Mass customization will revitalize american manufacturing - triviatise
http://mashable.com/2011/04/13/mass-customization/?utm_source=feedburner&utm_medium=feed&utm_campaign=Feed%3A+Mashable+%28Mashable%29

======
tarr11
I worked on Levi's Original Spin program (originally called Personal Pair) in
1997-99 time frame as a software engineer.

A core problem with mass customization (at least of clothing) still exists
today - there are so many options available locally without customization, and
it's so much easier to purchase, that it creates a very high bar to meet.

I don't think it was the lack of technology to design the jeans. It was the
lack of technology that could actually produce them to the measurements that
were recorded.

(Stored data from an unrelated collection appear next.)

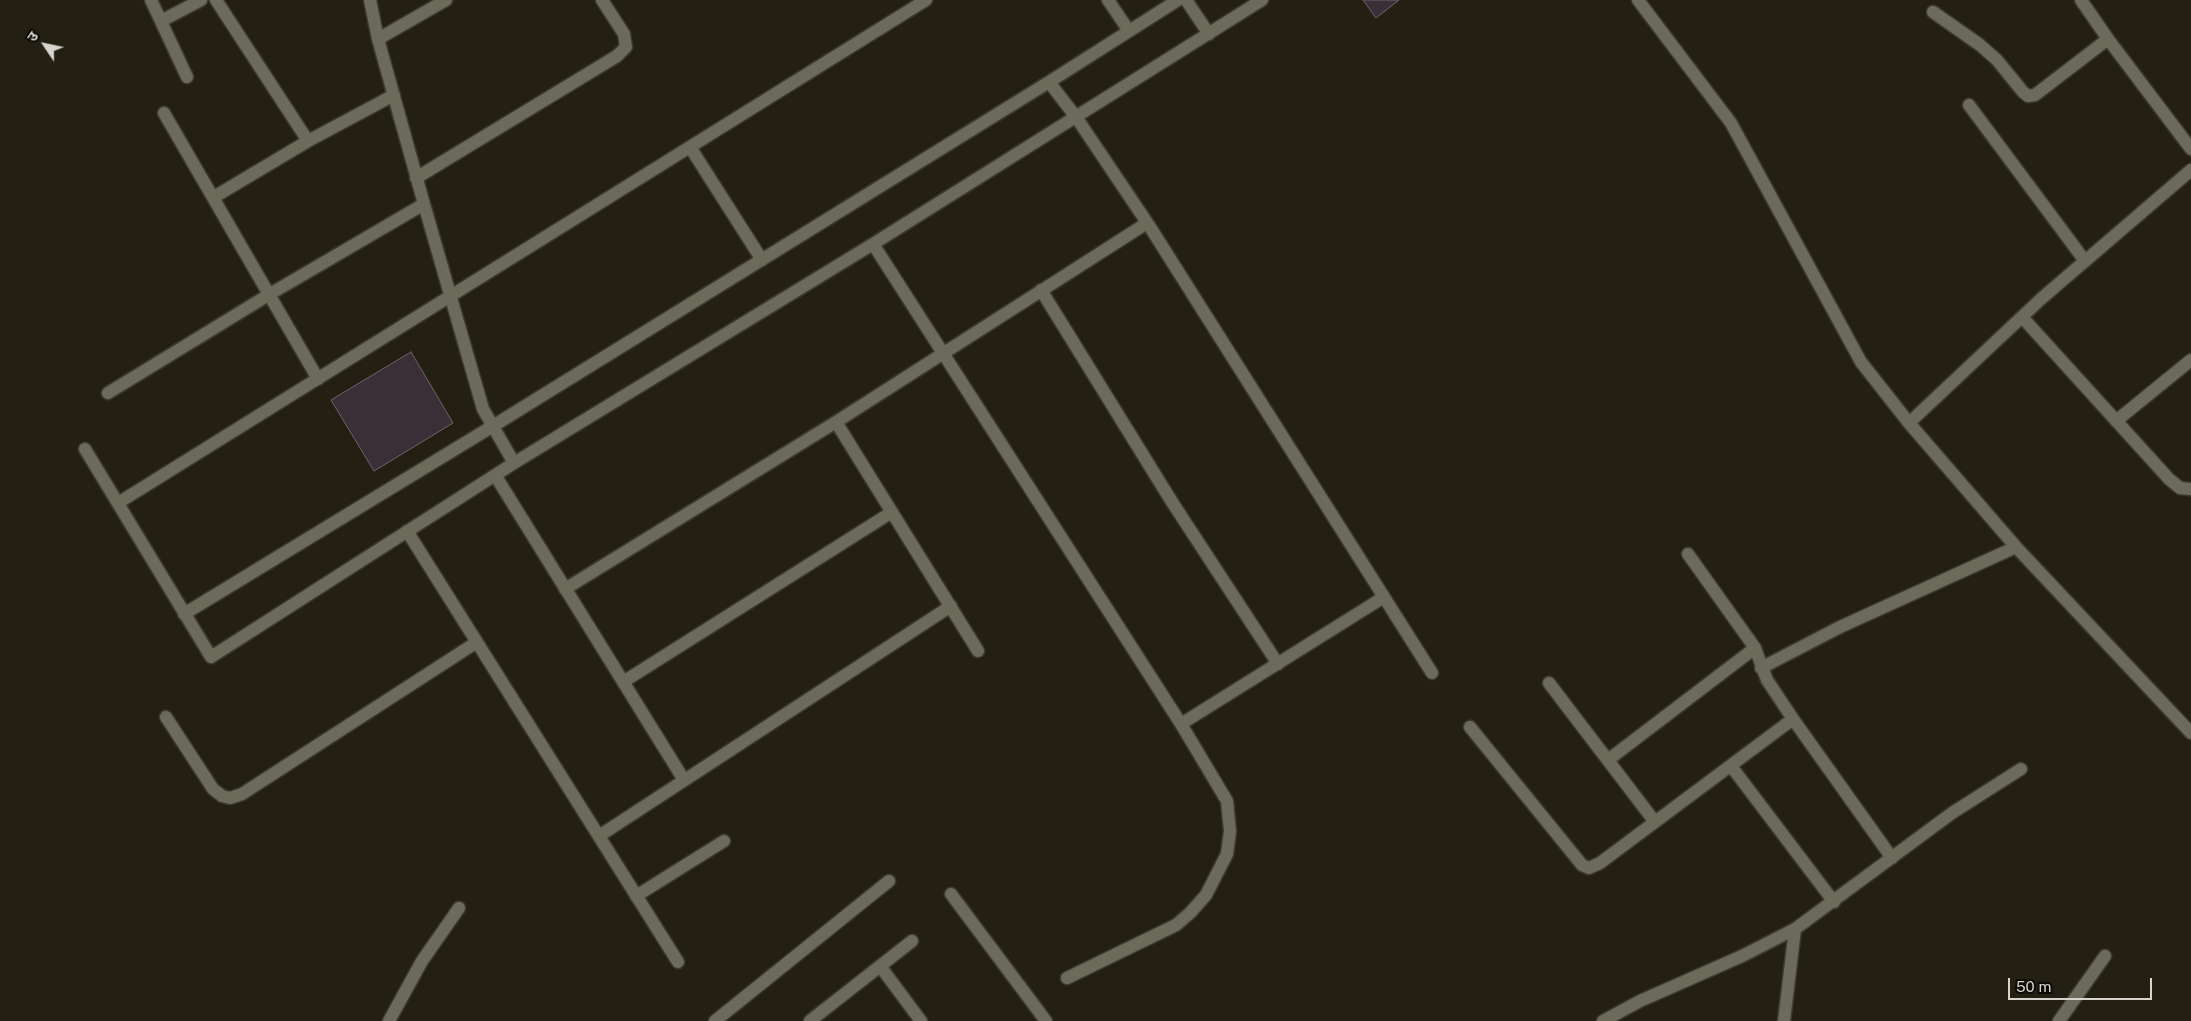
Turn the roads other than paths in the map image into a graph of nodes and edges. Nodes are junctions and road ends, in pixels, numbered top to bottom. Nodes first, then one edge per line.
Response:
1 (151, 0) edge
2 (201, 0) edge
3 (216, 0) edge
4 (370, 0) edge
5 (446, 0) edge
6 (602, 0) edge
7 (926, 0) edge
8 (1108, 0) edge
9 (1178, 0) edge
10 (1186, 0) edge
11 (1262, 0) edge
12 (1638, 0) edge
13 (2081, 0) edge
14 (1933, 12) dead end
15 (161, 21) junction
16 (1129, 31) junction
17 (1209, 34) junction
18 (378, 39) junction
19 (2108, 39) junction
20 (187, 77) dead end
21 (1049, 82) junction
22 (394, 95) junction
23 (1969, 105) dead end
24 (164, 113) dead end
25 (1076, 117) junction
26 (308, 141) junction
27 (690, 147) junction
28 (2191, 149) edge
29 (2191, 170) edge
30 (416, 178) junction
31 (214, 198) junction
32 (424, 204) junction
33 (1147, 222) junction
34 (872, 244) junction
35 (762, 260) junction
36 (2085, 261) junction
37 (1041, 290) junction
38 (270, 294) junction
39 (450, 297) junction
40 (2022, 317) junction
41 (944, 352) junction
42 (2191, 360) edge
43 (318, 379) junction
44 (108, 393) dead end
45 (2116, 420) junction
46 (836, 422) junction
47 (1909, 423) junction
48 (492, 426) junction
49 (85, 449) dead end
50 (514, 463) junction
51 (494, 475) junction
52 (2191, 489) edge
53 (118, 503) junction
54 (892, 512) junction
55 (407, 531) junction
56 (2016, 547) junction
57 (1688, 554) dead end
58 (565, 588) junction
59 (1384, 597) junction
60 (950, 606) junction
61 (184, 614) junction
62 (477, 642) junction
63 (1755, 648) junction
64 (978, 652) dead end
65 (1278, 664) junction
66 (1761, 668) junction
67 (1432, 673) dead end
68 (623, 682) junction
69 (1549, 683) dead end
70 (166, 717) dead end
71 (1792, 719) junction
72 (1181, 724) junction
73 (1470, 727) dead end
74 (2191, 733) edge
75 (1608, 760) junction
76 (1731, 766) junction
77 (2021, 769) dead end
78 (684, 780) junction
79 (1655, 822) junction
80 (599, 836) junction
81 (724, 841) dead end
82 (1892, 858) junction
83 (888, 881) dead end
84 (951, 894) dead end
85 (636, 896) junction
86 (1834, 902) junction
87 (459, 908) dead end
88 (1795, 929) junction
89 (912, 941) dead end
90 (2105, 956) dead end
91 (678, 962) dead end
92 (880, 966) junction
93 (1067, 978) dead end
94 (389, 1021) edge
95 (715, 1021) edge
96 (810, 1021) edge
97 (921, 1021) edge
98 (1046, 1021) edge
99 (1603, 1021) edge
100 (1784, 1021) edge
101 (2059, 1021) edge

1 - 15 street
2 - 15 street
3 - 26 street
4 - 18 street
5 - 18 street
6 - 30 street
7 - 27 street
8 - 16 street
9 - 16 street
10 - 17 street
11 - 17 street
12 - 47 street
13 - 19 street
14 - 19 street
15 - 20 street
16 - 21 street
17 - 25 street
18 - 22 street
19 - 28 street
21 - 25 street
21 - 35 street
22 - 26 street
22 - 30 street
23 - 36 street
24 - 31 street
25 - 33 street
25 - 34 street
26 - 31 street
27 - 35 street
27 - 39 street
29 - 36 street
30 - 32 street
31 - 38 street
32 - 38 street
32 - 39 street
33 - 37 street
33 - 59 street
34 - 41 street
34 - 50 street
35 - 48 street
36 - 40 street
37 - 41 street
37 - 65 street
38 - 43 street
38 - 44 street
39 - 43 street
39 - 48 street
40 - 45 street
40 - 47 street
41 - 46 street
41 - 72 street
42 - 45 street
43 - 53 street
45 - 52 street
46 - 54 street
46 - 58 street
47 - 56 street
48 - 50 street
48 - 61 street
49 - 53 street
50 - 51 street
51 - 55 street
51 - 58 street
53 - 61 street
54 - 60 street
54 - 68 street
55 - 61 street
55 - 62 street
56 - 66 street
56 - 74 street
57 - 63 street
58 - 68 street
59 - 65 street
59 - 67 street
60 - 64 street
60 - 78 street
62 - 70 street
62 - 80 street
63 - 66 street
63 - 75 street
65 - 72 street
66 - 71 street
68 - 78 street
69 - 75 street
71 - 76 street
71 - 82 street
72 - 93 street
73 - 79 street
75 - 79 street
76 - 79 street
76 - 86 street
77 - 82 street
78 - 80 street
80 - 85 street
81 - 85 street
82 - 86 street
83 - 95 street
84 - 98 street
85 - 91 street
86 - 88 street
87 - 94 street
88 - 99 street
88 - 100 street
89 - 92 street
90 - 101 street
92 - 96 street
92 - 97 street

At the time, Levi's added some more measurements than just
waist and inseam (I forget what they were) In fact, I suspect that if you have
some fancy Kinect enabled measurer, it would create lots of new measurements
that apparel manufacturers would have a tough time producing, no matter where
they were located.

Yes - Levi's "Personal Pair" program (before 1997) was about fit (not about
color), which was very difficult to make successful. It attracted older women
looking for hard to fit jeans, who were not the target market (which for
Levi's was optimally 18-25 year olds)

Levi's then pivoted, and rebranded it to Original Spin. For this article to
say that it failed because Levi's "didn't offer color" is an
oversimplification. Levi's Original Spin offered many different colors, washes
and fits. There was a bar code embedded in the jeans, and a website where you
could reorder the jeans online (yes even in 1998).

Even when they pivoted, buying jeans online was not an easy thing to do online
(is it much better today??) So this made for a very expensive program,
requiring in-store fittings, new technology, high-touch retail, and lots of
returns. Even worse, you had to wait a week or two for these jeans.

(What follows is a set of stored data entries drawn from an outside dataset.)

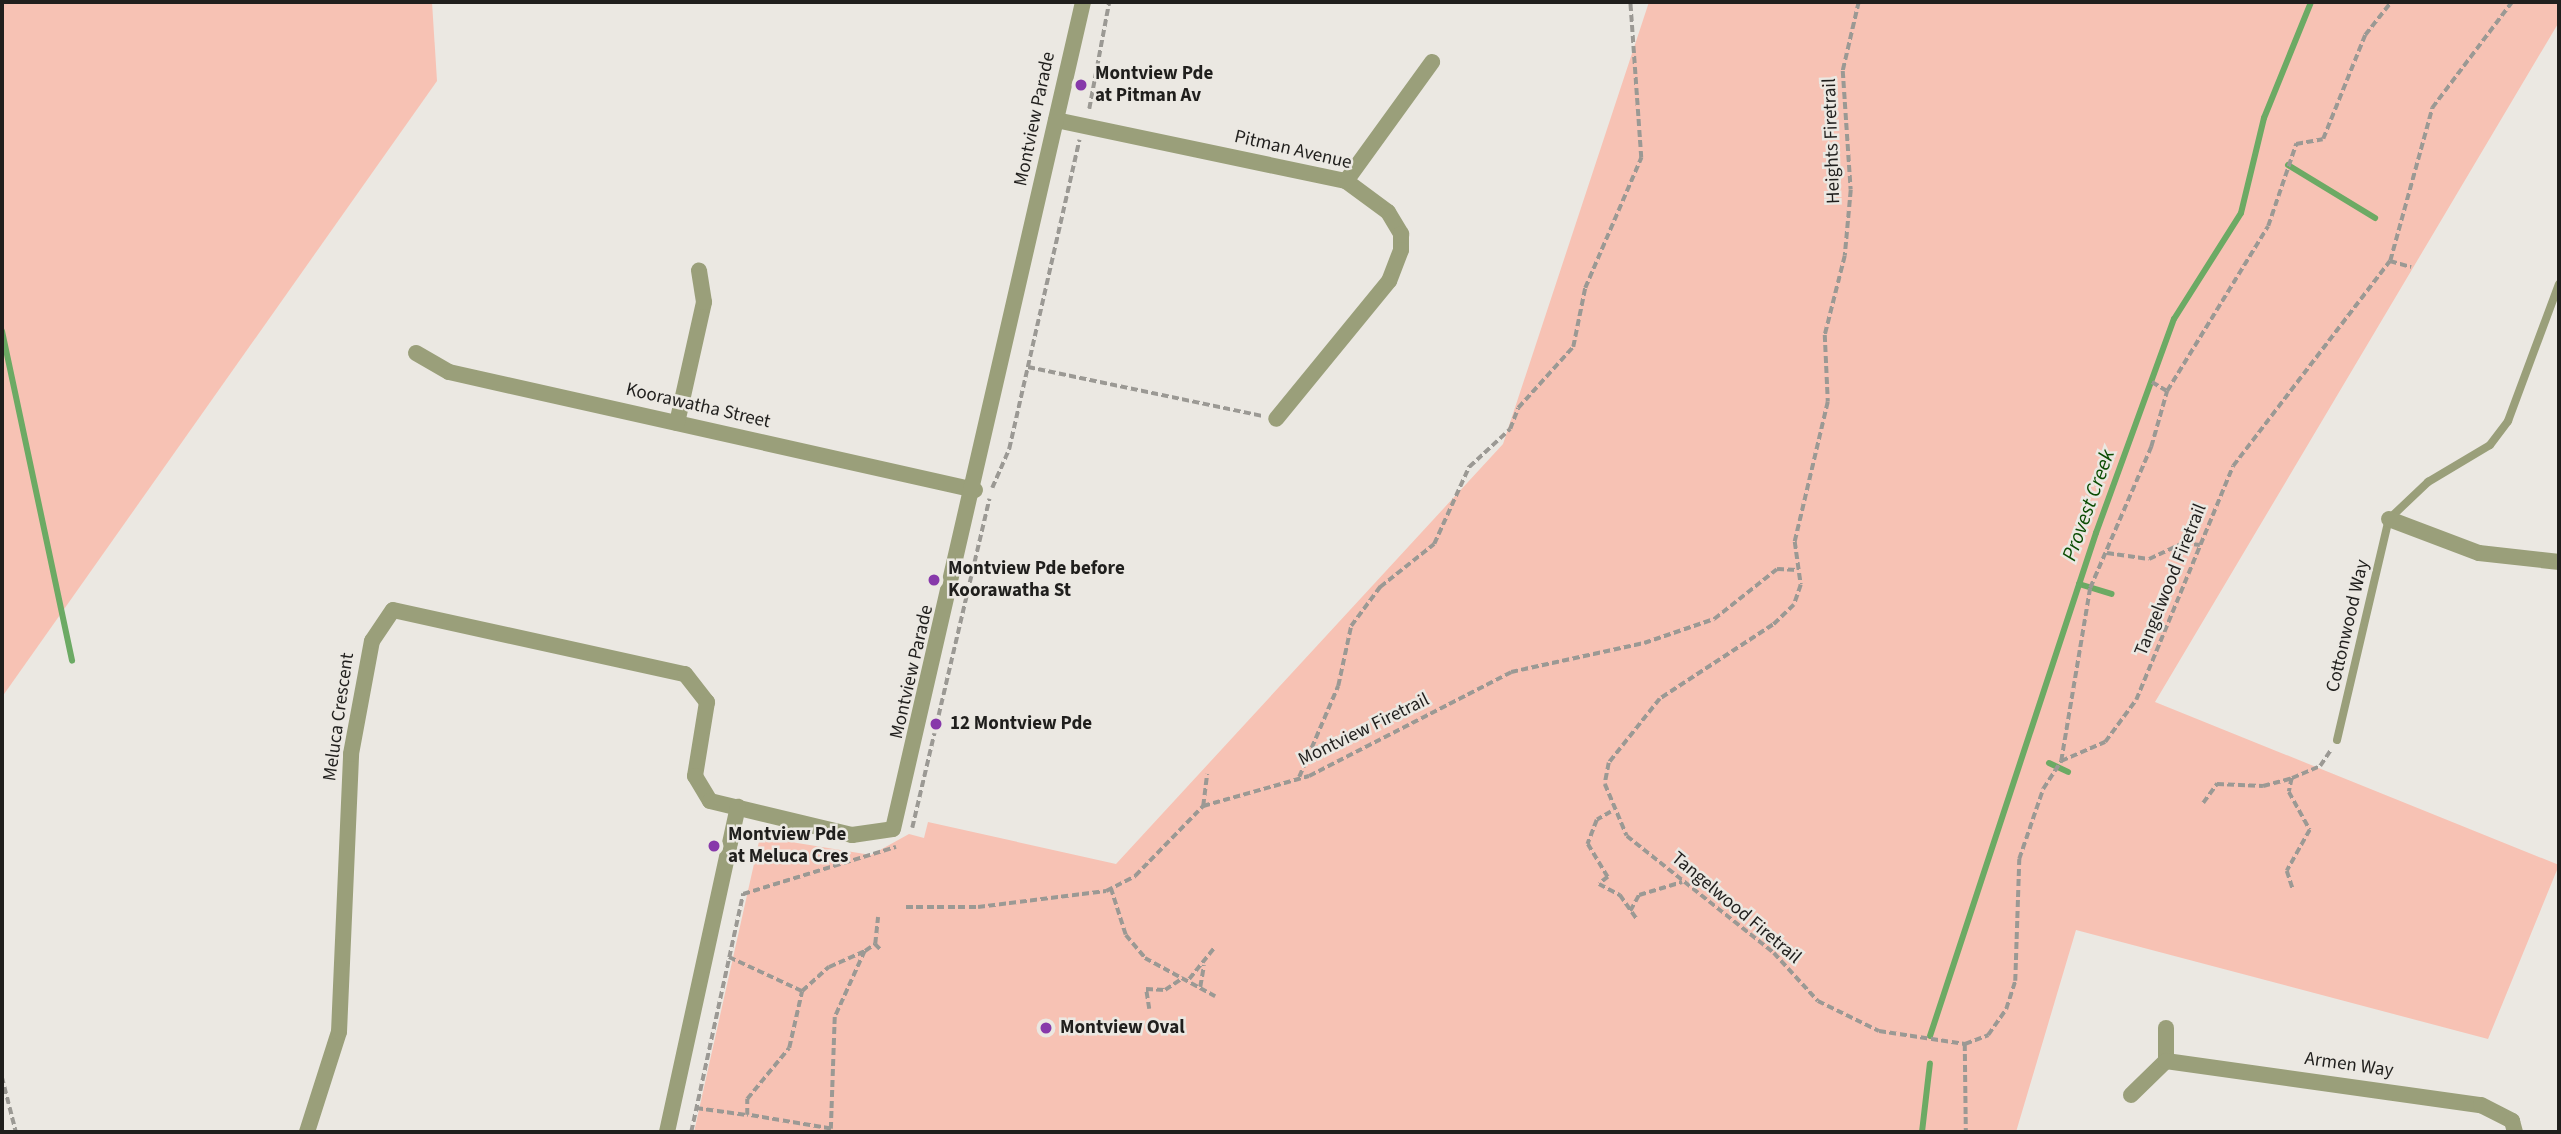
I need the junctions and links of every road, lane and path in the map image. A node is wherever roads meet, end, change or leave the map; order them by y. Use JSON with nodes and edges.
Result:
{"nodes":[{"id":1,"x":1083,"y":2,"type":"edge"},
{"id":2,"x":1110,"y":2,"type":"edge"},
{"id":3,"x":1630,"y":2,"type":"edge"},
{"id":4,"x":1859,"y":2,"type":"edge"},
{"id":5,"x":2391,"y":2,"type":"edge"},
{"id":6,"x":2512,"y":2,"type":"edge"},
{"id":7,"x":1432,"y":62,"type":"dead end"},
{"id":8,"x":1090,"y":112,"type":"dead end"},
{"id":9,"x":1056,"y":120,"type":"junction"},
{"id":10,"x":1079,"y":138,"type":"dead end"},
{"id":11,"x":1346,"y":181,"type":"junction"},
{"id":12,"x":2390,"y":261,"type":"junction"},
{"id":13,"x":2411,"y":267,"type":"dead end"},
{"id":14,"x":699,"y":270,"type":"dead end"},
{"id":15,"x":2559,"y":284,"type":"edge"},
{"id":16,"x":416,"y":353,"type":"dead end"},
{"id":17,"x":1028,"y":367,"type":"junction"},
{"id":18,"x":2152,"y":382,"type":"dead end"},
{"id":19,"x":2167,"y":391,"type":"junction"},
{"id":20,"x":1276,"y":419,"type":"joint"},
{"id":21,"x":677,"y":423,"type":"junction"},
{"id":22,"x":975,"y":490,"type":"junction"},
{"id":23,"x":2389,"y":519,"type":"junction"},
{"id":24,"x":2200,"y":545,"type":"junction"},
{"id":25,"x":2106,"y":553,"type":"junction"},
{"id":26,"x":2559,"y":562,"type":"edge"},
{"id":27,"x":1797,"y":570,"type":"junction"},
{"id":28,"x":2337,"y":740,"type":"joint"},
{"id":29,"x":2061,"y":761,"type":"junction"},
{"id":30,"x":1207,"y":774,"type":"dead end"},
{"id":31,"x":1299,"y":778,"type":"junction"},
{"id":32,"x":2292,"y":778,"type":"junction"},
{"id":33,"x":2203,"y":803,"type":"dead end"},
{"id":34,"x":1203,"y":806,"type":"junction"},
{"id":35,"x":738,"y":807,"type":"junction"},
{"id":36,"x":1611,"y":812,"type":"junction"},
{"id":37,"x":1684,"y":881,"type":"junction"},
{"id":38,"x":1111,"y":888,"type":"junction"},
{"id":39,"x":2293,"y":890,"type":"dead end"},
{"id":40,"x":906,"y":907,"type":"dead end"},
{"id":41,"x":1630,"y":911,"type":"junction"},
{"id":42,"x":878,"y":916,"type":"dead end"},
{"id":43,"x":1637,"y":919,"type":"dead end"},
{"id":44,"x":875,"y":944,"type":"junction"},
{"id":45,"x":1214,"y":948,"type":"dead end"},
{"id":46,"x":880,"y":949,"type":"dead end"},
{"id":47,"x":865,"y":951,"type":"junction"},
{"id":48,"x":729,"y":957,"type":"junction"},
{"id":49,"x":1204,"y":965,"type":"junction"},
{"id":50,"x":1183,"y":978,"type":"junction"},
{"id":51,"x":1189,"y":979,"type":"junction"},
{"id":52,"x":1200,"y":987,"type":"junction"},
{"id":53,"x":802,"y":991,"type":"junction"},
{"id":54,"x":1214,"y":996,"type":"dead end"},
{"id":55,"x":1149,"y":1009,"type":"dead end"},
{"id":56,"x":2165,"y":1028,"type":"dead end"},
{"id":57,"x":1965,"y":1044,"type":"junction"},
{"id":58,"x":2166,"y":1061,"type":"junction"},
{"id":59,"x":2,"y":1077,"type":"edge"},
{"id":60,"x":2132,"y":1095,"type":"dead end"},
{"id":61,"x":696,"y":1108,"type":"junction"},
{"id":62,"x":747,"y":1115,"type":"junction"},
{"id":63,"x":833,"y":1131,"type":"edge"},
{"id":64,"x":16,"y":1132,"type":"edge"},
{"id":65,"x":307,"y":1132,"type":"edge"},
{"id":66,"x":667,"y":1132,"type":"edge"},
{"id":67,"x":691,"y":1132,"type":"edge"},
{"id":68,"x":1966,"y":1132,"type":"edge"},
{"id":69,"x":2515,"y":1132,"type":"edge"}],
"edges":[{"from":1,"to":9,"type":"street","name":"Montview Parade"},
{"from":2,"to":8,"type":"path"},
{"from":3,"to":31,"type":"path"},
{"from":4,"to":27,"type":"path","name":"Heights Firetrail"},
{"from":5,"to":19,"type":"path"},
{"from":6,"to":12,"type":"path"},
{"from":7,"to":11,"type":"street"},
{"from":9,"to":11,"type":"street","name":"Pitman Avenue"},
{"from":9,"to":22,"type":"street","name":"Montview Parade"},
{"from":10,"to":17,"type":"path"},
{"from":11,"to":20,"type":"street","name":"Pitman Avenue"},
{"from":12,"to":13,"type":"path"},
{"from":12,"to":24,"type":"path","name":"Tangelwood Firetrail"},
{"from":14,"to":21,"type":"street"},
{"from":15,"to":23,"type":"lane"},
{"from":16,"to":21,"type":"street","name":"Koorawatha Street"},
{"from":17,"to":20,"type":"path"},
{"from":17,"to":48,"type":"path"},
{"from":18,"to":19,"type":"path"},
{"from":19,"to":25,"type":"path"},
{"from":21,"to":22,"type":"street","name":"Koorawatha Street"},
{"from":22,"to":35,"type":"street","name":"Montview Parade"},
{"from":23,"to":26,"type":"street"},
{"from":23,"to":28,"type":"lane","name":"Cottonwood Way"},
{"from":24,"to":25,"type":"path"},
{"from":24,"to":29,"type":"path","name":"Tangelwood Firetrail"},
{"from":25,"to":29,"type":"path"},
{"from":27,"to":31,"type":"path","name":"Montview Firetrail"},
{"from":27,"to":36,"type":"path"},
{"from":28,"to":32,"type":"path"},
{"from":29,"to":57,"type":"path"},
{"from":30,"to":34,"type":"path"},
{"from":31,"to":34,"type":"path","name":"Montview Firetrail"},
{"from":32,"to":33,"type":"path"},
{"from":32,"to":39,"type":"path"},
{"from":34,"to":38,"type":"path","name":"Montview Firetrail"},
{"from":35,"to":65,"type":"street","name":"Meluca Crescent"},
{"from":35,"to":66,"type":"street"},
{"from":36,"to":37,"type":"path","name":"Tangelwood Firetrail"},
{"from":36,"to":41,"type":"path"},
{"from":37,"to":41,"type":"path"},
{"from":37,"to":57,"type":"path","name":"Tangelwood Firetrail"},
{"from":38,"to":40,"type":"path","name":"Montview Firetrail"},
{"from":38,"to":50,"type":"path"},
{"from":41,"to":43,"type":"path"},
{"from":42,"to":44,"type":"path"},
{"from":44,"to":46,"type":"path"},
{"from":44,"to":47,"type":"path"},
{"from":45,"to":49,"type":"path"},
{"from":47,"to":53,"type":"path"},
{"from":47,"to":63,"type":"path"},
{"from":48,"to":53,"type":"path"},
{"from":48,"to":61,"type":"path"},
{"from":49,"to":51,"type":"path"},
{"from":49,"to":52,"type":"path"},
{"from":50,"to":51,"type":"path"},
{"from":50,"to":55,"type":"path"},
{"from":51,"to":52,"type":"path"},
{"from":52,"to":54,"type":"path"},
{"from":53,"to":62,"type":"path"},
{"from":56,"to":58,"type":"street"},
{"from":57,"to":68,"type":"path"},
{"from":58,"to":60,"type":"street"},
{"from":58,"to":69,"type":"street","name":"Armen Way"},
{"from":59,"to":64,"type":"path"},
{"from":61,"to":62,"type":"path"},
{"from":61,"to":67,"type":"path"},
{"from":62,"to":63,"type":"path"}]}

We even had a laser body scanner at the store in Union Square in SF to take
your measurements so someone didn't have to touch you with a tape measure. We
had a special factory in Tennessee that made these jeans using a special
factory program called Made To Measure (I think that was the name)

Then, because of manufacturing challenges - jeans shrink when you wash them
within a certain tolerances - they didn't fit right a lot of the time when you
finally received them. So there were a lot of returns. And a customized
product that is returned .... is worthless for resale.

Not sure which of these factors have changed in the past 10-15 years (at least
for jeans) but mass customization is not necessarily going to change the face
of American manufacturing in the way the author suggests. Perhaps there have
been manufacturing changes that can make jeans fit better and be constructed
in a more sophisticated manner.

------
nickzoic
> Mass customized product strategies require local production to reach
> customers quickly and require highly skilled labor [...]

I think there's two very big assumptions right there: actually, international
air shipping is pretty quick and skilled labor is widely available.

------
maukdaddy
This guy is rehashing a concept that universities have been teaching since the
90s. The era of mass customization is actually behind us, replaced with
purpose built hardware and software (i.e. iPad, iPhone, Xbox, etc.)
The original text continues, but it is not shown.